Severing the Voice: Other ravens focused on the fragile lines of communication. Field wires were instantly severed, signal flares were destroyed, and the mercenaries' ability to communicate with the outside world—and each other—was permanently dissolved.
The only remaining light came from the cold, intense glow of Corvin's Eyes of the Abyss. He was ready for the kill.

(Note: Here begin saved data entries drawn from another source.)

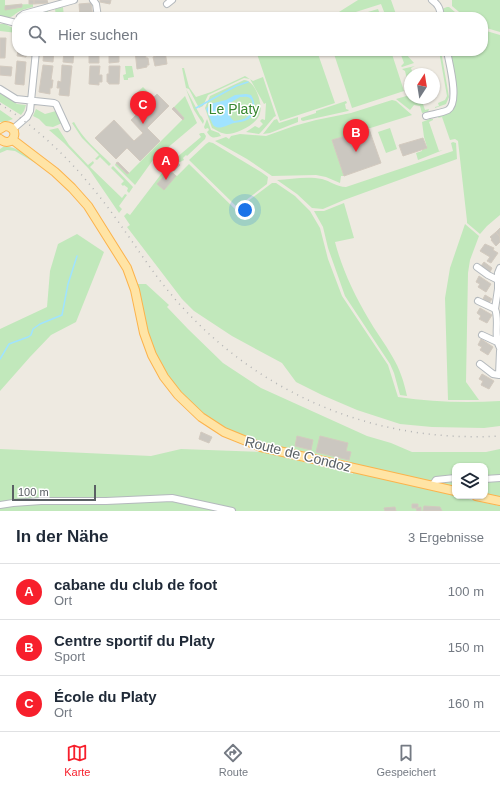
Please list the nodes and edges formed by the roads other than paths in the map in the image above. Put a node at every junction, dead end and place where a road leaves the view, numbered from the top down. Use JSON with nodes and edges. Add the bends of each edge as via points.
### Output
{"nodes":[{"id":1,"x":74,"y":0,"type":"edge"},
{"id":2,"x":93,"y":0,"type":"edge"},
{"id":3,"x":434,"y":1,"type":"edge"},
{"id":4,"x":31,"y":12,"type":"edge"},
{"id":5,"x":97,"y":12,"type":"edge"},
{"id":6,"x":440,"y":12,"type":"edge"},
{"id":7,"x":0,"y":19,"type":"edge"},
{"id":8,"x":12,"y":22,"type":"edge"},
{"id":9,"x":36,"y":56,"type":"edge"},
{"id":10,"x":448,"y":56,"type":"edge"},
{"id":11,"x":0,"y":89,"type":"edge"},
{"id":12,"x":32,"y":101,"type":"junction"},
{"id":13,"x":426,"y":116,"type":"dead end"},
{"id":14,"x":67,"y":128,"type":"dead end"},
{"id":15,"x":0,"y":129,"type":"edge"},
{"id":16,"x":13,"y":129,"type":"junction"},
{"id":17,"x":0,"y":140,"type":"edge"},
{"id":18,"x":12,"y":140,"type":"junction"},
{"id":19,"x":476,"y":267,"type":"dead end"},
{"id":20,"x":500,"y":268,"type":"edge"},
{"id":21,"x":498,"y":280,"type":"junction"},
{"id":22,"x":478,"y":301,"type":"dead end"},
{"id":23,"x":495,"y":309,"type":"junction"},
{"id":24,"x":499,"y":321,"type":"edge"},
{"id":25,"x":482,"y":335,"type":"dead end"},
{"id":26,"x":499,"y":347,"type":"edge"},
{"id":27,"x":480,"y":364,"type":"dead end"},
{"id":28,"x":499,"y":375,"type":"edge"},
{"id":29,"x":452,"y":478,"type":"edge"},
{"id":30,"x":500,"y":478,"type":"edge"},
{"id":31,"x":488,"y":479,"type":"edge"},
{"id":32,"x":432,"y":486,"type":"junction"},
{"id":33,"x":452,"y":490,"type":"edge"},
{"id":34,"x":488,"y":499,"type":"edge"},
{"id":35,"x":500,"y":502,"type":"edge"},
{"id":36,"x":0,"y":505,"type":"edge"},
{"id":37,"x":232,"y":511,"type":"edge"}],
"edges":[{"from":1,"to":4,"type":"street"},
{"from":2,"to":5,"type":"street"},
{"from":3,"to":6,"type":"street"},
{"from":7,"to":8,"type":"street"},
{"from":9,"to":12,"type":"street"},
{"from":10,"to":13,"type":"street","via":[[454,101],[448,109]]},
{"from":11,"to":12,"type":"street","via":[[16,99]]},
{"from":12,"to":14,"type":"street","via":[[56,104]]},
{"from":12,"to":16,"type":"street","via":[[27,117]]},
{"from":15,"to":16,"type":"main road","via":[[7,126]]},
{"from":16,"to":18,"type":"main road"},
{"from":17,"to":18,"type":"main road"},
{"from":18,"to":32,"type":"main road","name":"Route de Condoz","via":[[55,172],[88,206],[127,268],[152,355],[178,395],[202,417],[224,432],[261,447]]},
{"from":19,"to":21,"type":"street"},
{"from":20,"to":21,"type":"street"},
{"from":21,"to":23,"type":"street"},
{"from":22,"to":23,"type":"street"},
{"from":23,"to":24,"type":"street"},
{"from":24,"to":26,"type":"street"},
{"from":25,"to":26,"type":"street"},
{"from":26,"to":28,"type":"street"},
{"from":27,"to":28,"type":"street","via":[[493,374]]},
{"from":29,"to":32,"type":"street","via":[[436,480]]},
{"from":30,"to":31,"type":"street"},
{"from":32,"to":33,"type":"main road","name":"Route de Condoz"},
{"from":34,"to":35,"type":"main road"},
{"from":36,"to":37,"type":"street","via":[[41,501],[172,498]]}]}
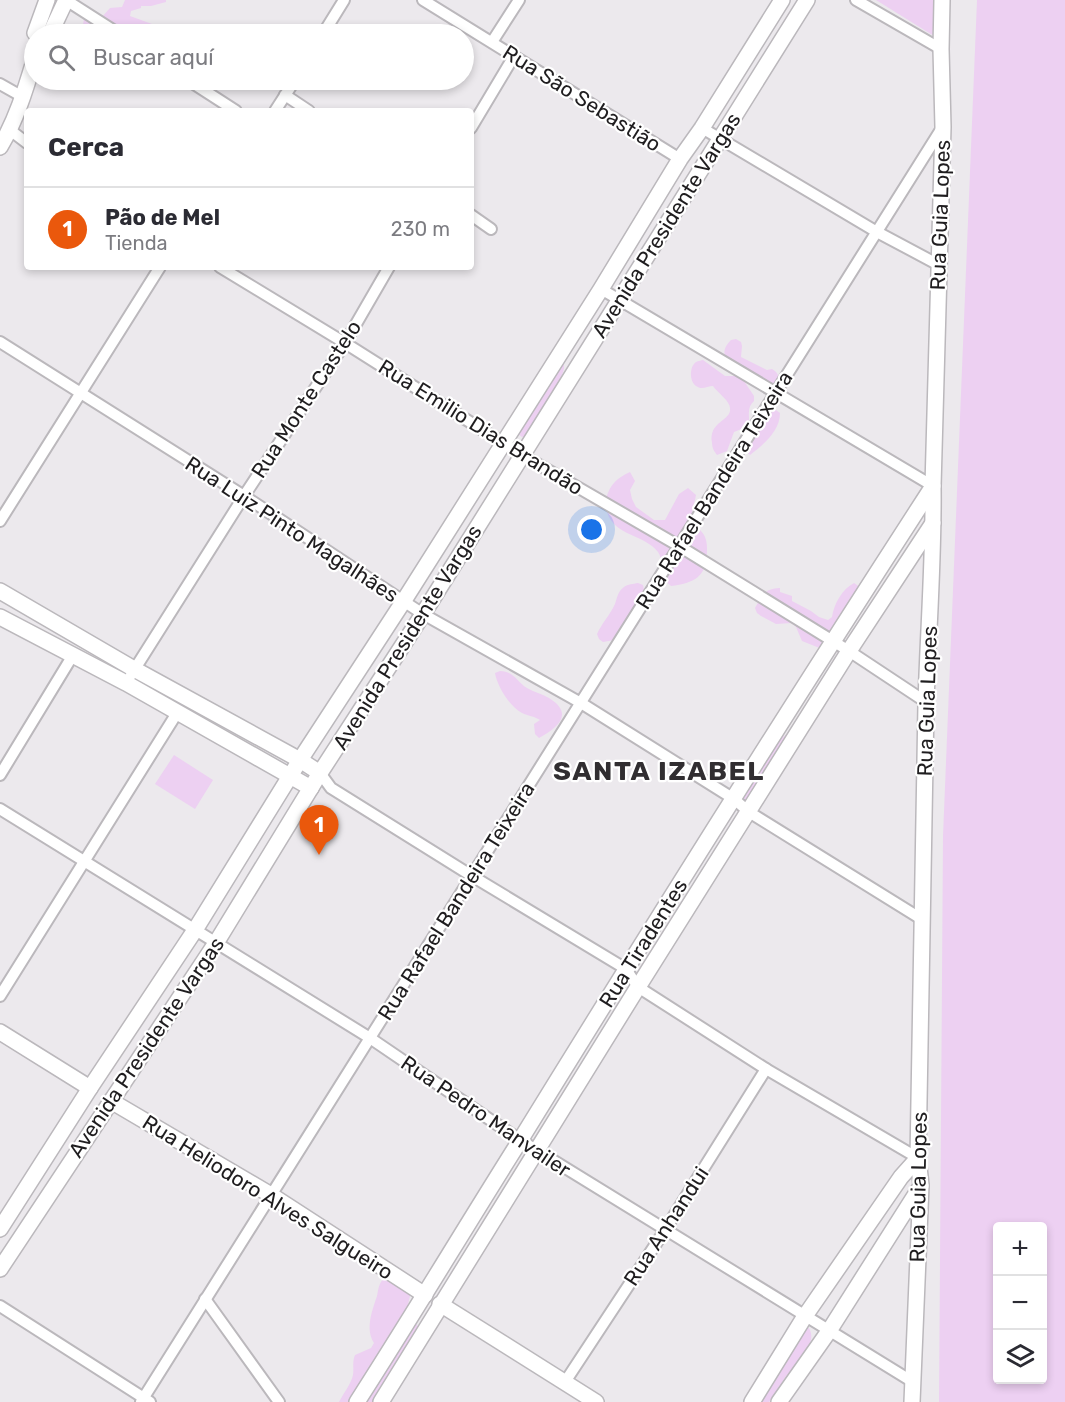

II. The Execution of Chaos
Corvin moved with a speed that belied his human form. He possessed no formal combat training, but his body, muscled and sharp from the Obsidian fusion, was a weapon of pure, unmeasured force. His first target was the most isolated sentry.
Corvin closed the distance in a soundless blur, relying on the Eyes of the Abyss to track the sentry's breath and heart rhythm in the absolute blackness. He did not spar. He delivered a single, calculated, bone-shattering blow to the base of the skull, relying on his raw, crushing strength to ensure instant, silent death. The only sound was the dull thud of the body hitting the cold earth. Corvin instantly acquired the guard's knife, the cold steel feeling primitive in his hand compared to the power in his veins.
Eliminating Command: He moved toward the sleeping tents, executing the mercenary leader with a quiet, lethal finality. The absence of the command structure was critical; it guaranteed that even awakened men would lack the ability to organize a defense.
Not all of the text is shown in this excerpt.